I had no idea the blogging world was so expansive, particularly travel blogging. There is a massive community of people writing about their part-time and full-time travels. I became really inspired for my own recent adventure by spending hours and hours browsing these superb blogs. Not to mention, I’ve learned a number of valuable tips from the blogosphere, like what credit/debit cards to have while traveling overseas ((for the record, Capital One for credit card and Charles Schwab for debit)), and that 2005 was a really good year for wine. Spending money and drinking wine are two of my best talents, so you can imagine my elation when learning these important tidbits.

Not only do I frequently browse travel blogs, but I can also be found checking out any number of food blogs, as well as blogs about people’s every day life. It is kind of brave to put your life out there for others to read about, but if you love to write and tell your story, it can seem like the most natural thing to do. I think the really good bloggers find a way to be completely honest and comfortably share what they feel most passionate about.

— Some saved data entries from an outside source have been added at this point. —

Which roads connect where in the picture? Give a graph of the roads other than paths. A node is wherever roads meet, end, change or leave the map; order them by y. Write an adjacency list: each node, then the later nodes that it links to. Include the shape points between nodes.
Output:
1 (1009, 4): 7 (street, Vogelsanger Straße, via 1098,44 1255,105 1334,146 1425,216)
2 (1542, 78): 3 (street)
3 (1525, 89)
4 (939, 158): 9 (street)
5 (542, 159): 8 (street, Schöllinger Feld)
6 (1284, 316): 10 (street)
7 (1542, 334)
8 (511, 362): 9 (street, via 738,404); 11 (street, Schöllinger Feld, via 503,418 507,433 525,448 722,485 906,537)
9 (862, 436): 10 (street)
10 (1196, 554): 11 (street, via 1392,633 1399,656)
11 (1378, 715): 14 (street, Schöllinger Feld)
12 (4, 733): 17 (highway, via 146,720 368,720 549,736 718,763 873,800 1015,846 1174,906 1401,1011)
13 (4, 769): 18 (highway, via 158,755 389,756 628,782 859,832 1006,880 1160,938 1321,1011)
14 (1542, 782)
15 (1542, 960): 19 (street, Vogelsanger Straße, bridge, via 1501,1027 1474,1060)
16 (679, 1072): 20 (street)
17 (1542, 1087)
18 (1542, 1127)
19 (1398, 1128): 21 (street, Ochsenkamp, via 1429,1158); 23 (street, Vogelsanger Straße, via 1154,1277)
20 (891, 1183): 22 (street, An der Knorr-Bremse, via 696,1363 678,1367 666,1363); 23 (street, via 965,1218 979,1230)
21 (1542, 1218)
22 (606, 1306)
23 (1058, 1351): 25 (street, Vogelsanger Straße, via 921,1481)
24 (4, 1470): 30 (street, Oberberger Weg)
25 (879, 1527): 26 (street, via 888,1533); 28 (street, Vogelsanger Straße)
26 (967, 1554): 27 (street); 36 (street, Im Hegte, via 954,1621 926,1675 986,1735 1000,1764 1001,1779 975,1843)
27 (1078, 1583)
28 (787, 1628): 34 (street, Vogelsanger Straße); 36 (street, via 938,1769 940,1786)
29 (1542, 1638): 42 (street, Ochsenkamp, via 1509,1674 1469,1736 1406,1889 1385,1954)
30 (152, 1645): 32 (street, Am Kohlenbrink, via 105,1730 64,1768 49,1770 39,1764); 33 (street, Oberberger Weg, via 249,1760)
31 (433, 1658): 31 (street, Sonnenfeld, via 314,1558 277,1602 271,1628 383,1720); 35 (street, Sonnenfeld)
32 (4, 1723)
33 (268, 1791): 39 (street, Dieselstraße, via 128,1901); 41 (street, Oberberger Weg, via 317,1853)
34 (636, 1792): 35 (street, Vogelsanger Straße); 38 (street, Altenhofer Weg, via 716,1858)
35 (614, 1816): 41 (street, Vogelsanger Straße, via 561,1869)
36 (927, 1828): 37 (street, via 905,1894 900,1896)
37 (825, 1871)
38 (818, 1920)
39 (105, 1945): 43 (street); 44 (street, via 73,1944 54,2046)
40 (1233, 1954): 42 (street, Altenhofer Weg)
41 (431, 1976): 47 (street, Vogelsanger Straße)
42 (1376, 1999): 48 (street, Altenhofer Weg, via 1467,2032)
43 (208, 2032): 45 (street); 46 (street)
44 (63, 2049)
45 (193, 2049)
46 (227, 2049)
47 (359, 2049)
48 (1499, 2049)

Below are some of my favorites. Cozy up with a blanket, warm beverage, and give them a look. Who knows, maybe you will find some unexpected inspiration in your life!

TRAVEL BLOGS

Young Adventuress
I declare that Liz of Young Adventuress was born to write. She does it so well, with humor and brutal honesty. The icing on an already delicious cake is her stunning photos which help to illustrate her story. I can spend days and days reading this blog, and it would never be enough. Liz has a zest for life that I dream about. After reading a few posts, I think you will agree she is an old soul, and you too will want to immediately meet her for a coffee and/or a bungee jump.

Ashley Abroad
Ashley is a fellow American who moved to Paris at the age of 21 to become an au pair, and hasn’t looked back since. What I love most about her blog is how effectively she is proving you can live the life you desire, even when you are young and broke. She also posts some incredible photos, and her kindness just oozes through the site. I think every 20-something girl ((and older)) can relate to what challenges and moments she is going through, no matter what country she’s in. What an incredible time for her to be learning about the world firsthand, while also learning about what kind of person she wants to be.

Adventurous Kate
Kate is probably one of the most well-known female traveler writers in the blogosphere. I think it would be tough to calculate all the ladies and gents she has inspired to travel full-time, or just travel at all ((just to give you an idea, she has over 16,000 followers on her Facebook page and over 4,000 followers on Instagram!)) Kate quit her professional job in Boston at the age of 26 and has traveled to dozens upon dozens of countries since then, blogging the entire way. Adventurous Kate is a wealth of travel knowledge, and it is enjoyable to read what she has to say about so many interesting places all over the world.

The Grown Up Gap Year
If you read my interview about quitting my job to travel for a year back in November, you may already be familiar with this blog. Along with other valuable information about how to intelligently pack it up for an extended travel adventure, Emily-Ann also posts about her travel book club, and useful product/gear reviews. Truth be told though, I am partial to the weekly interview series ‘If I can do it, so can you,’ and look forward to a new post every Monday.

FOOD BLOGS

The Foodies at Work
The Foodies at Work is a fun collaboration between my friend Angela and her foodie pal, Melissa. Angela lives in Manhattan; Melissa lives in Boston. They each share posts about their culinary adventures in the kitchen, at restaurants in their respective cities, food expos, holidays & travels. I love the fun, positive vibe of their blog, and they keep it that way by choosing to write about great experiences.

In Sonnet’s Kitchen
I started out following Sonnet’s blog ((previously called ‘For the Love of Food’)) to drool over her photos of gorgeous food made from fresh ingredients and anyone-can-do-them recipes. She is a beautiful writer, and arguably an even better photographer. Her blog has evolved over the years to appeal to more than just the food lovers. It is hard to spend any amount of time on her site and leave not wanting to be the best version of yourself you can possibly be.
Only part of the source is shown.